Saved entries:
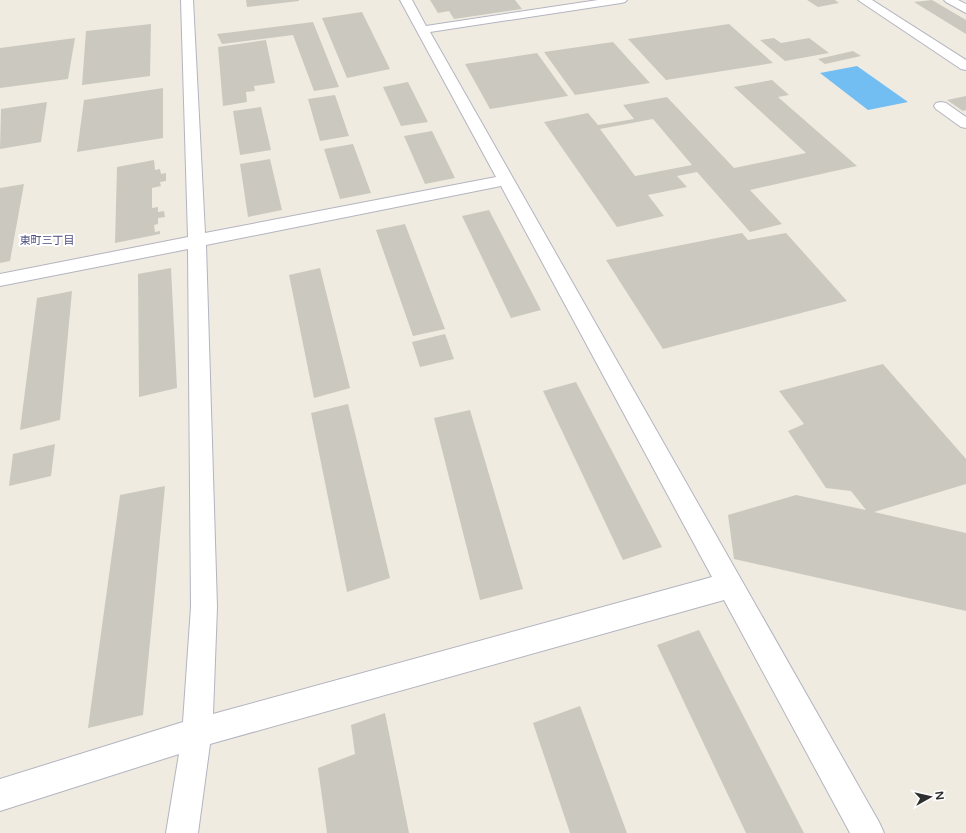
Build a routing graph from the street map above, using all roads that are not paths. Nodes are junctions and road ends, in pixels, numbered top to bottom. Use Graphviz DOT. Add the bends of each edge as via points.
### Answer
graph roads {
  1 [pos="187,0"];
  2 [pos="406,0"];
  3 [pos="622,0"];
  4 [pos="864,0"];
  5 [pos="950,0"];
  6 [pos="966,10"];
  7 [pos="422,30"];
  8 [pos="966,66"];
  9 [pos="941,106"];
  10 [pos="966,124"];
  11 [pos="505,180"];
  12 [pos="198,240"];
  13 [pos="0,280"];
  14 [pos="731,585"];
  15 [pos="197,732"];
  16 [pos="0,795"];
  17 [pos="182,833"];
  18 [pos="868,833"];
  1 -- 12 [label="street"];
  2 -- 7 [label="street"];
  3 -- 7 [label="street"];
  4 -- 8 [label="street"];
  5 -- 6 [label="street"];
  7 -- 11 [label="street"];
  9 -- 10 [label="street"];
  11 -- 12 [label="street"];
  11 -- 14 [label="street"];
  12 -- 13 [label="street"];
  12 -- 15 [label="street" via="204,607"];
  14 -- 15 [label="street"];
  14 -- 18 [label="street"];
  15 -- 16 [label="street"];
  15 -- 17 [label="street"];
}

PROBLEM DESCRIPTION ▸
A faithful copy of all the entries is required, pictures excluded.

RESULT ▸
Build a routing graph from the street map above, using all roads that are not paths. Nodes are junctions and road ends, in pixels, numbered top to bottom. Use Graphviz DOT. Add the bends of each edge as via points.
### Answer
graph roads {
  1 [pos="187,0"];
  2 [pos="406,0"];
  3 [pos="622,0"];
  4 [pos="864,0"];
  5 [pos="950,0"];
  6 [pos="966,10"];
  7 [pos="422,30"];
  8 [pos="966,66"];
  9 [pos="941,106"];
  10 [pos="966,124"];
  11 [pos="505,180"];
  12 [pos="198,240"];
  13 [pos="0,280"];
  14 [pos="731,585"];
  15 [pos="197,732"];
  16 [pos="0,795"];
  17 [pos="182,833"];
  18 [pos="868,833"];
  1 -- 12 [label="street"];
  2 -- 7 [label="street"];
  3 -- 7 [label="street"];
  4 -- 8 [label="street"];
  5 -- 6 [label="street"];
  7 -- 11 [label="street"];
  9 -- 10 [label="street"];
  11 -- 12 [label="street"];
  11 -- 14 [label="street"];
  12 -- 13 [label="street"];
  12 -- 15 [label="street" via="204,607"];
  14 -- 15 [label="street"];
  14 -- 18 [label="street"];
  15 -- 16 [label="street"];
  15 -- 17 [label="street"];
}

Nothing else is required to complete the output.